» **PROBLEM TO WORK ON**
Going through the data below, copy out each line where the word "meet" shows up.

..............................

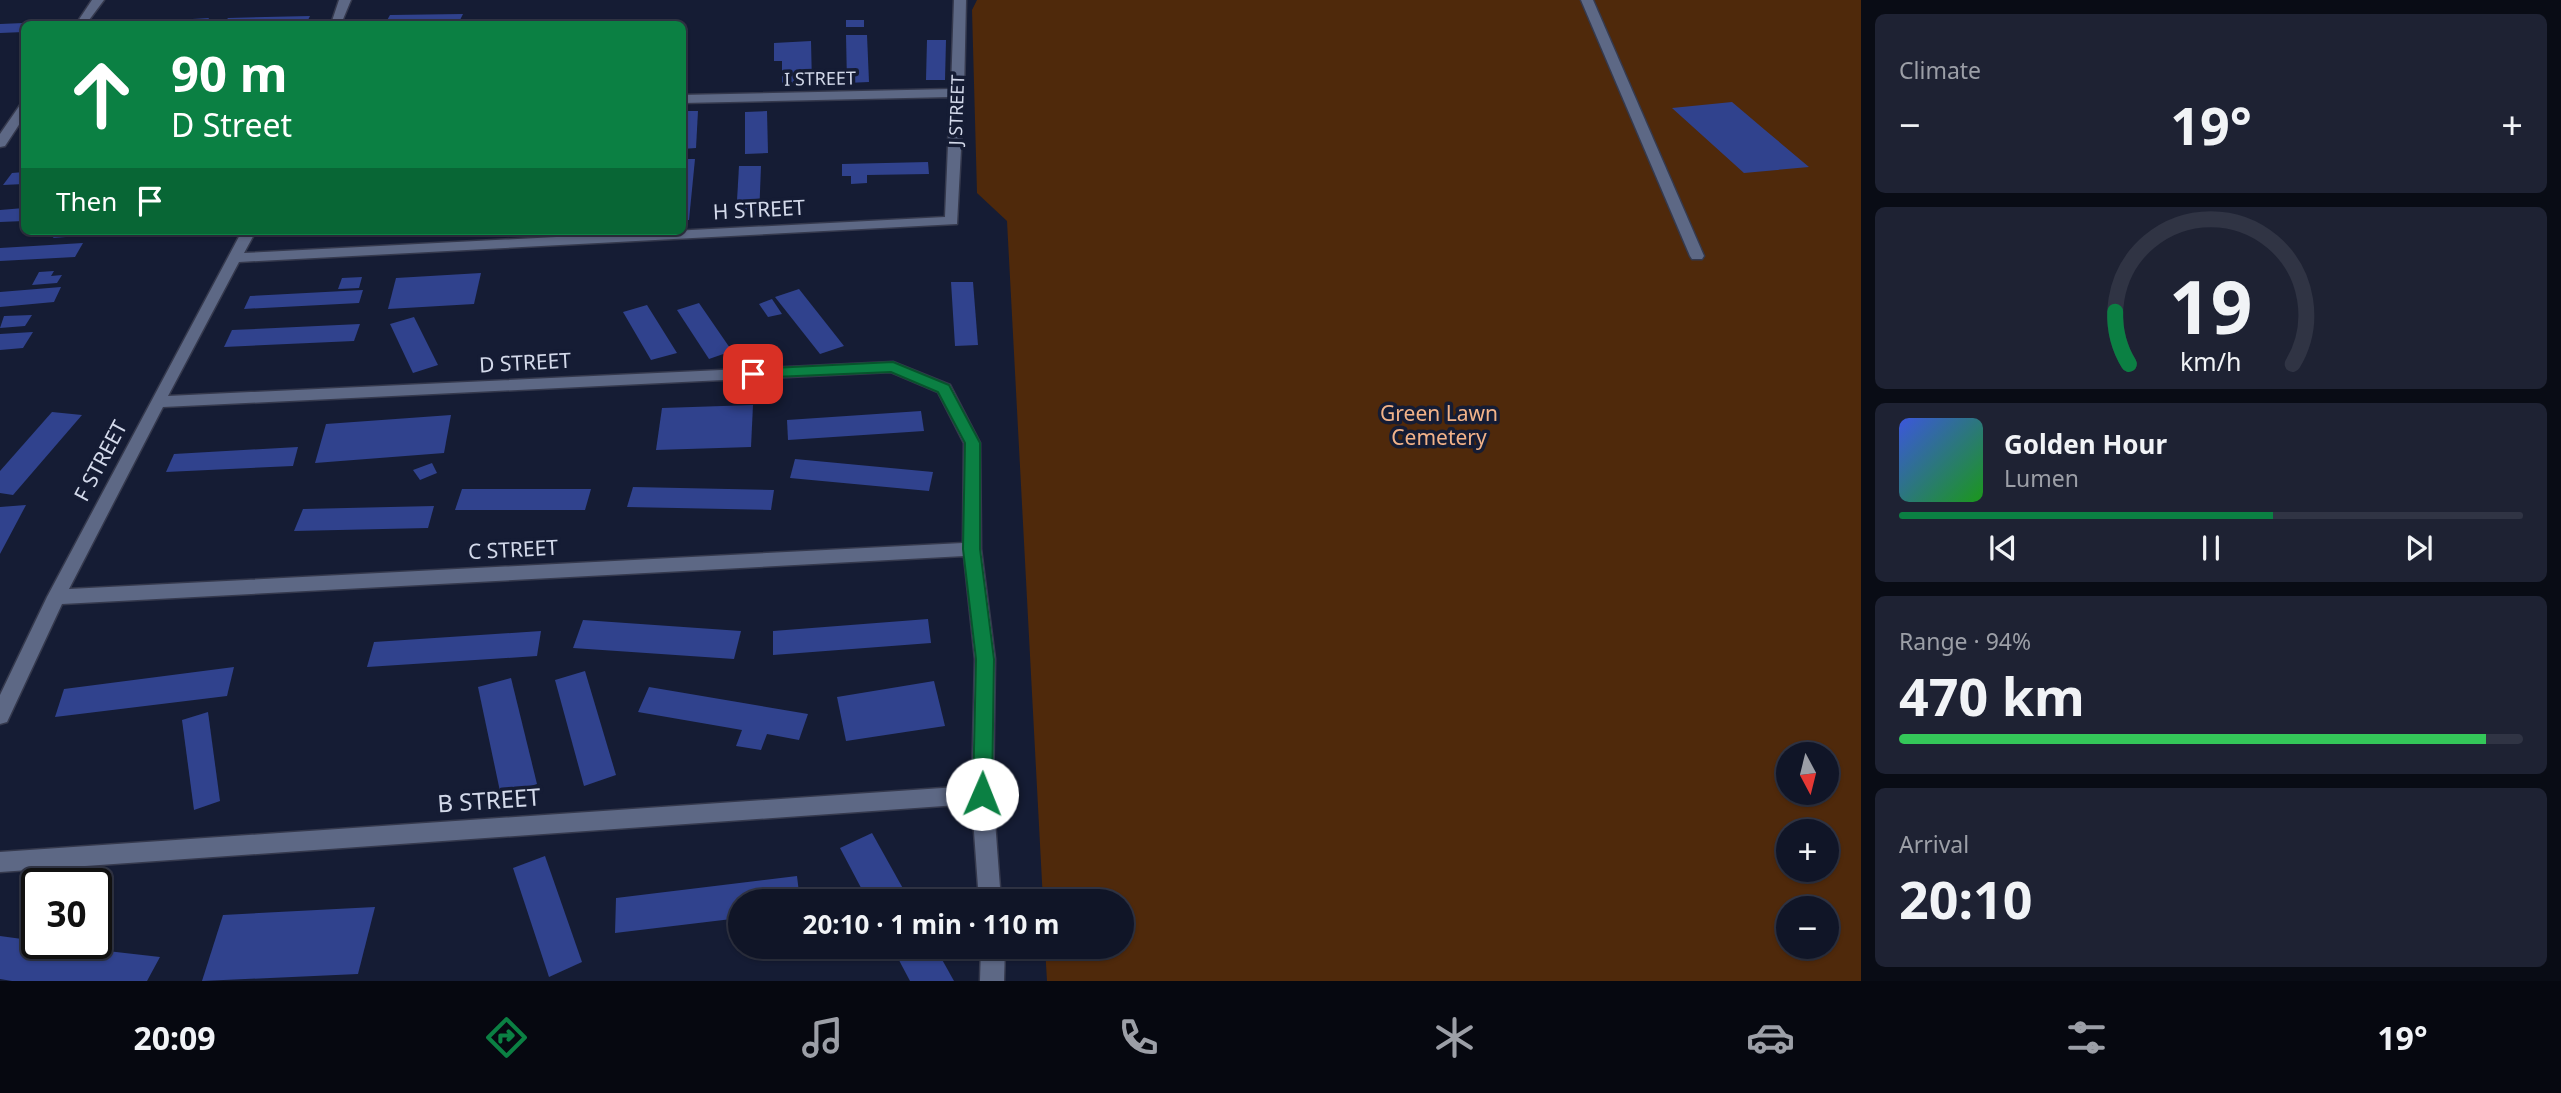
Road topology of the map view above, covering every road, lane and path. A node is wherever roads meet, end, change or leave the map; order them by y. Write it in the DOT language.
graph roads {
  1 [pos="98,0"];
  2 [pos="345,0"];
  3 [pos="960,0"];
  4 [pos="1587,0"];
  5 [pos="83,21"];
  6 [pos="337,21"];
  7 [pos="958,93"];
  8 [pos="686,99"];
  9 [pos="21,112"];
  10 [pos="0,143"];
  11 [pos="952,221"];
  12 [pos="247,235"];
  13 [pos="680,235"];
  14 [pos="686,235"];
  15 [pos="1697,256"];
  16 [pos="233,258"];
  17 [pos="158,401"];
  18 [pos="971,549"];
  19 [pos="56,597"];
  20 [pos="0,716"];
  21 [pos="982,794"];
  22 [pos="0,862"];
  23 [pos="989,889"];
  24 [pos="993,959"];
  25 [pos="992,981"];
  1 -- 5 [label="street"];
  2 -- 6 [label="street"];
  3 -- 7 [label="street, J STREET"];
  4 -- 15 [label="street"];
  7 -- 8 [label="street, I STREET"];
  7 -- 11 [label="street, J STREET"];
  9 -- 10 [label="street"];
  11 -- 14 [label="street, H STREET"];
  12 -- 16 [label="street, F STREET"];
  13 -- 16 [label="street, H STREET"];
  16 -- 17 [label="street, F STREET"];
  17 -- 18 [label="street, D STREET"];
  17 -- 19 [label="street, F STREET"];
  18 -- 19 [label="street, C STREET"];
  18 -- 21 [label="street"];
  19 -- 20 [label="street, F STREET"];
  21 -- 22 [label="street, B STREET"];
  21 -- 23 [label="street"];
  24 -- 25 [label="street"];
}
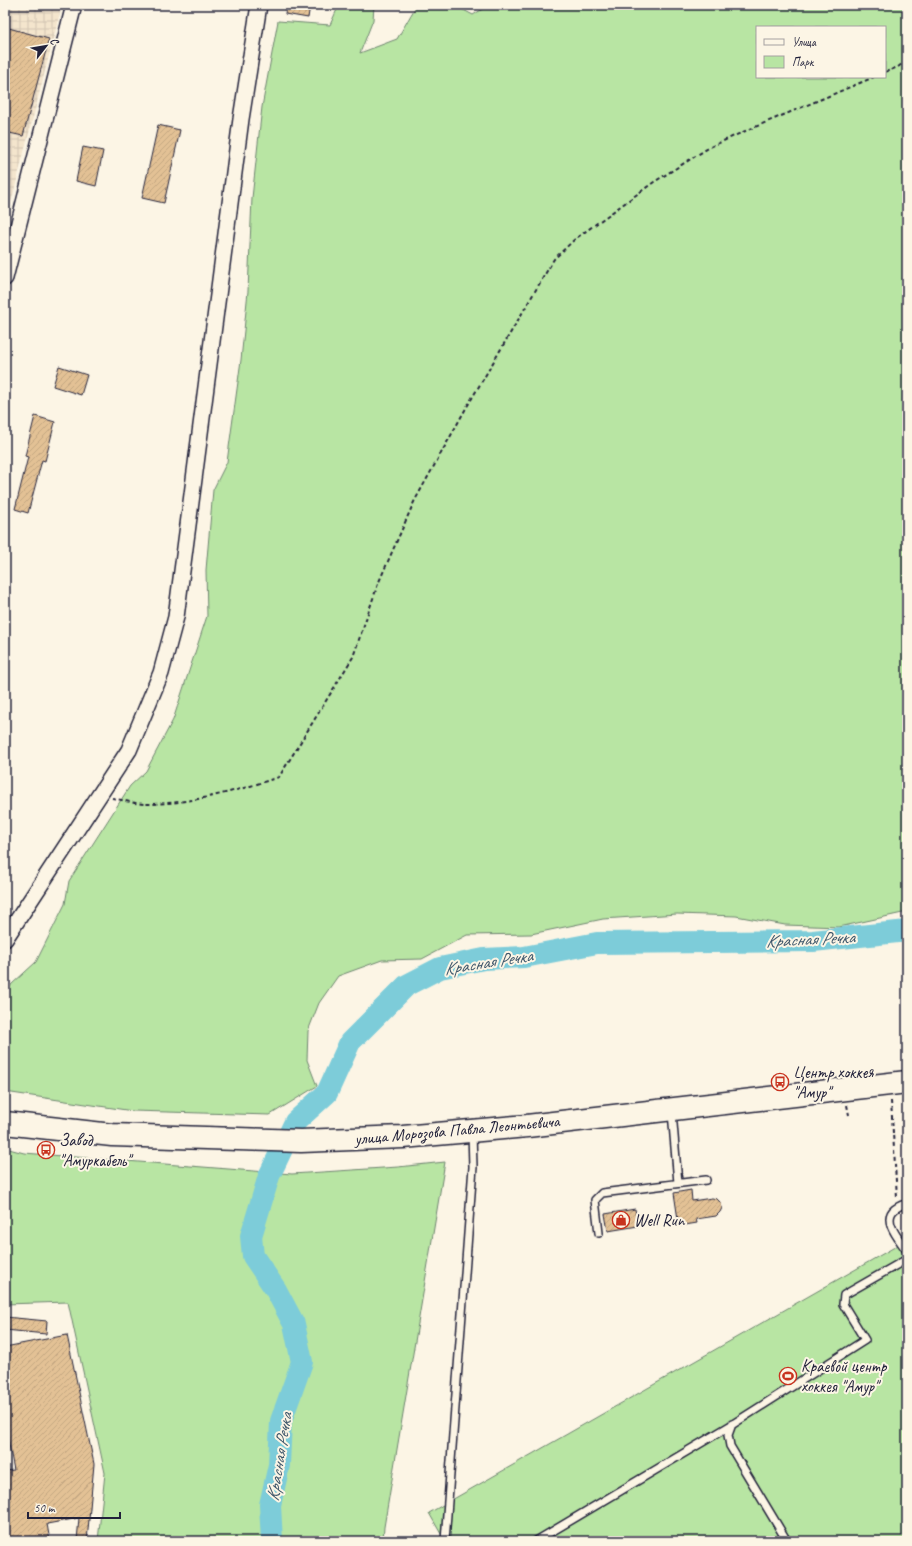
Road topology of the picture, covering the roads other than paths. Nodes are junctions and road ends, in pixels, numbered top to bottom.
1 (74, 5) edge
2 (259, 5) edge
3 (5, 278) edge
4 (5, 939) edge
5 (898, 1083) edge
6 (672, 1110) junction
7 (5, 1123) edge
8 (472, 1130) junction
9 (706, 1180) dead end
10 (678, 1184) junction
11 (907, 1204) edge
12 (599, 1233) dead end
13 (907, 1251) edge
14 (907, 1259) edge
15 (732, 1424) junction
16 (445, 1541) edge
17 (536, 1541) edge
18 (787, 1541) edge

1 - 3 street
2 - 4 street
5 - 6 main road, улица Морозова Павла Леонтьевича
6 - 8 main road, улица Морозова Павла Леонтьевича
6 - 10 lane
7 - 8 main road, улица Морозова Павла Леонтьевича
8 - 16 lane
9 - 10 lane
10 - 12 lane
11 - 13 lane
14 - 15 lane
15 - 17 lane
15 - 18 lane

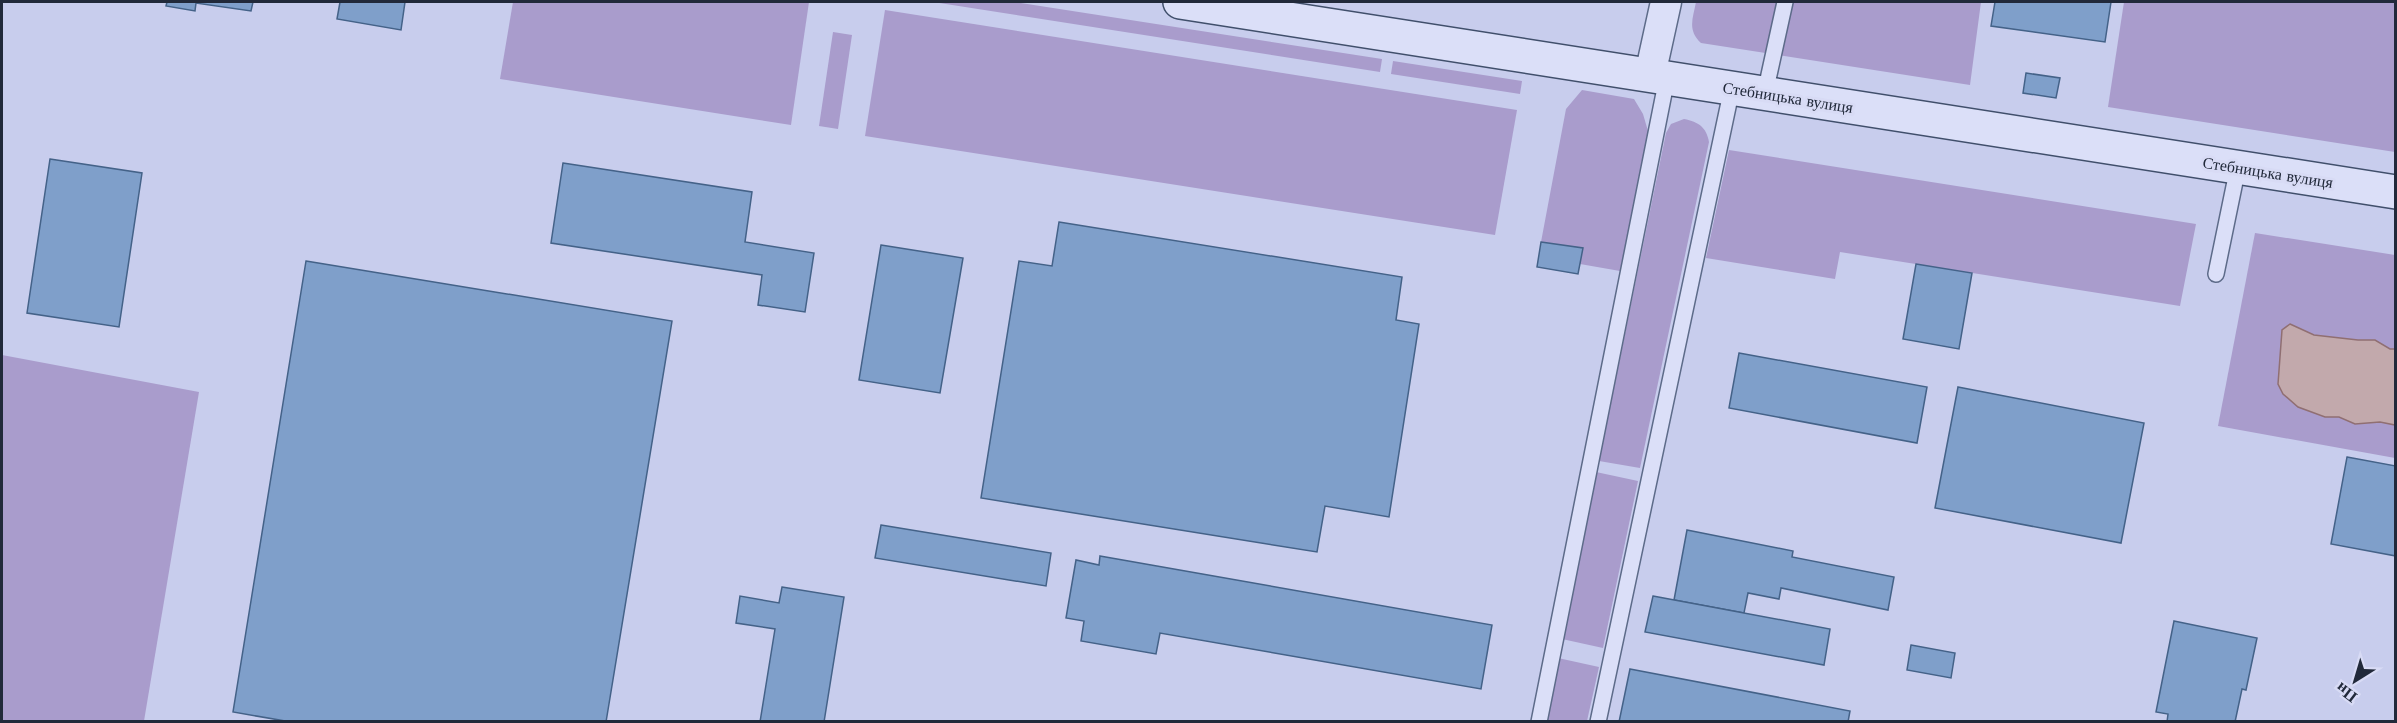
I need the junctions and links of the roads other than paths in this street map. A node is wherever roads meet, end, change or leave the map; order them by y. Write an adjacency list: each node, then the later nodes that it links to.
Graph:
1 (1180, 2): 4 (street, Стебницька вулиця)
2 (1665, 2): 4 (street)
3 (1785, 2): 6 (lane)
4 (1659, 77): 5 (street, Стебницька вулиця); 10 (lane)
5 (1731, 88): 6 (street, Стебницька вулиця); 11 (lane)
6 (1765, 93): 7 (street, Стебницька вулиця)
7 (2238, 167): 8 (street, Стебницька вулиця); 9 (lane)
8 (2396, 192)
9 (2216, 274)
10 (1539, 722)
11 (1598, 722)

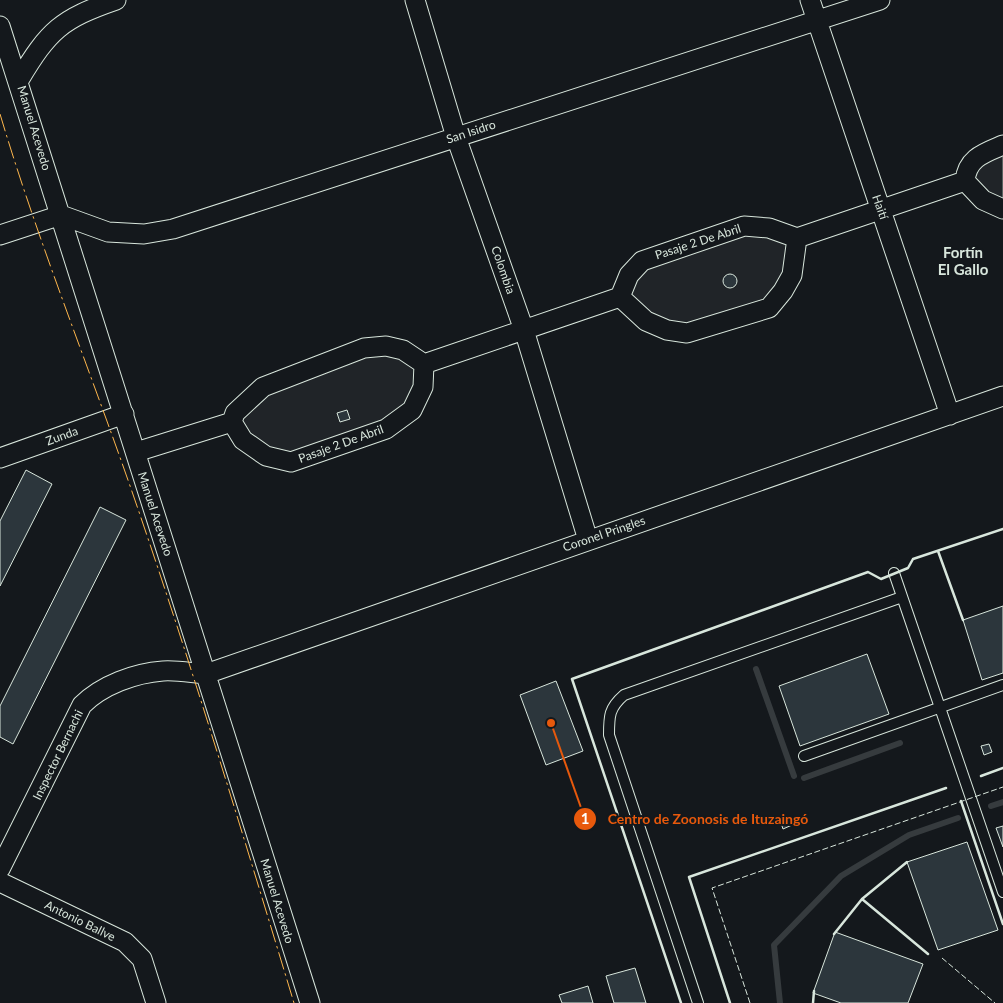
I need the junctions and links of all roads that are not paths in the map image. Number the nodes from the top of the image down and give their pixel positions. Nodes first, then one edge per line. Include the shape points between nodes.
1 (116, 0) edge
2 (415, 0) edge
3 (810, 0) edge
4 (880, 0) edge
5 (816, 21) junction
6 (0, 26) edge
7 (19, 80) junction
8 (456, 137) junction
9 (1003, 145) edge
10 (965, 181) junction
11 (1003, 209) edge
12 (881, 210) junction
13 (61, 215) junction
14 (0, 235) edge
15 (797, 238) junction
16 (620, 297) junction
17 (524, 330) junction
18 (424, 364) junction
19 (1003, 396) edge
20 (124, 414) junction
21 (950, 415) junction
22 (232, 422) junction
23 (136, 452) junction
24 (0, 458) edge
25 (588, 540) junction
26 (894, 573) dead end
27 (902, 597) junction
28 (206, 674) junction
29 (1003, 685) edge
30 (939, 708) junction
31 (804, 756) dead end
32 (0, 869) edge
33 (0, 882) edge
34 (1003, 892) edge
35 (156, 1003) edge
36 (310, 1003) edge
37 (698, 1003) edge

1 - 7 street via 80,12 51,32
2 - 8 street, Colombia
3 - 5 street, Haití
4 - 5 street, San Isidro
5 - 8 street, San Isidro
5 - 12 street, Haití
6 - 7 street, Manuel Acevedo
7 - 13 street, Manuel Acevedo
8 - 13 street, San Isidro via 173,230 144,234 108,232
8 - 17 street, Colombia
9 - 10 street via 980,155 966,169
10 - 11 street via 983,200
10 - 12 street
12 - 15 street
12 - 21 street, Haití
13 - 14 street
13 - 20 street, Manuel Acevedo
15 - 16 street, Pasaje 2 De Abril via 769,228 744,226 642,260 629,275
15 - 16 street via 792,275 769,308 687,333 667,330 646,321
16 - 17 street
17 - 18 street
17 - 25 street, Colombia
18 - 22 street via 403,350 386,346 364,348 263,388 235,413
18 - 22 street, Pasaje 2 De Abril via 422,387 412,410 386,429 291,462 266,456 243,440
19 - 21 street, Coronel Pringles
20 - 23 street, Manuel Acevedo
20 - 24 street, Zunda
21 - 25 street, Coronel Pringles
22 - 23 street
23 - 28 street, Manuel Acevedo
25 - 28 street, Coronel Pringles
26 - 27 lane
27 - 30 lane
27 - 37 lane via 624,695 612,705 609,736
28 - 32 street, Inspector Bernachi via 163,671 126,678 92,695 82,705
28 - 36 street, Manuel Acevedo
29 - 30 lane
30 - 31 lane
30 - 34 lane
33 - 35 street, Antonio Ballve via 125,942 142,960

..............................

» **RESULT OF THIS TASK**
Road topology of the map view above, covering every road, lane and path. A node is wherever roads meet, end, change or leave the map; order them by y. Write it in the DOT language.
I need the junctions and links of the roads other than paths in this street map. A node is wherever roads meet, end, change or leave the map; order them by y. Write an adjacency list: each node, then the later nodes that it links to.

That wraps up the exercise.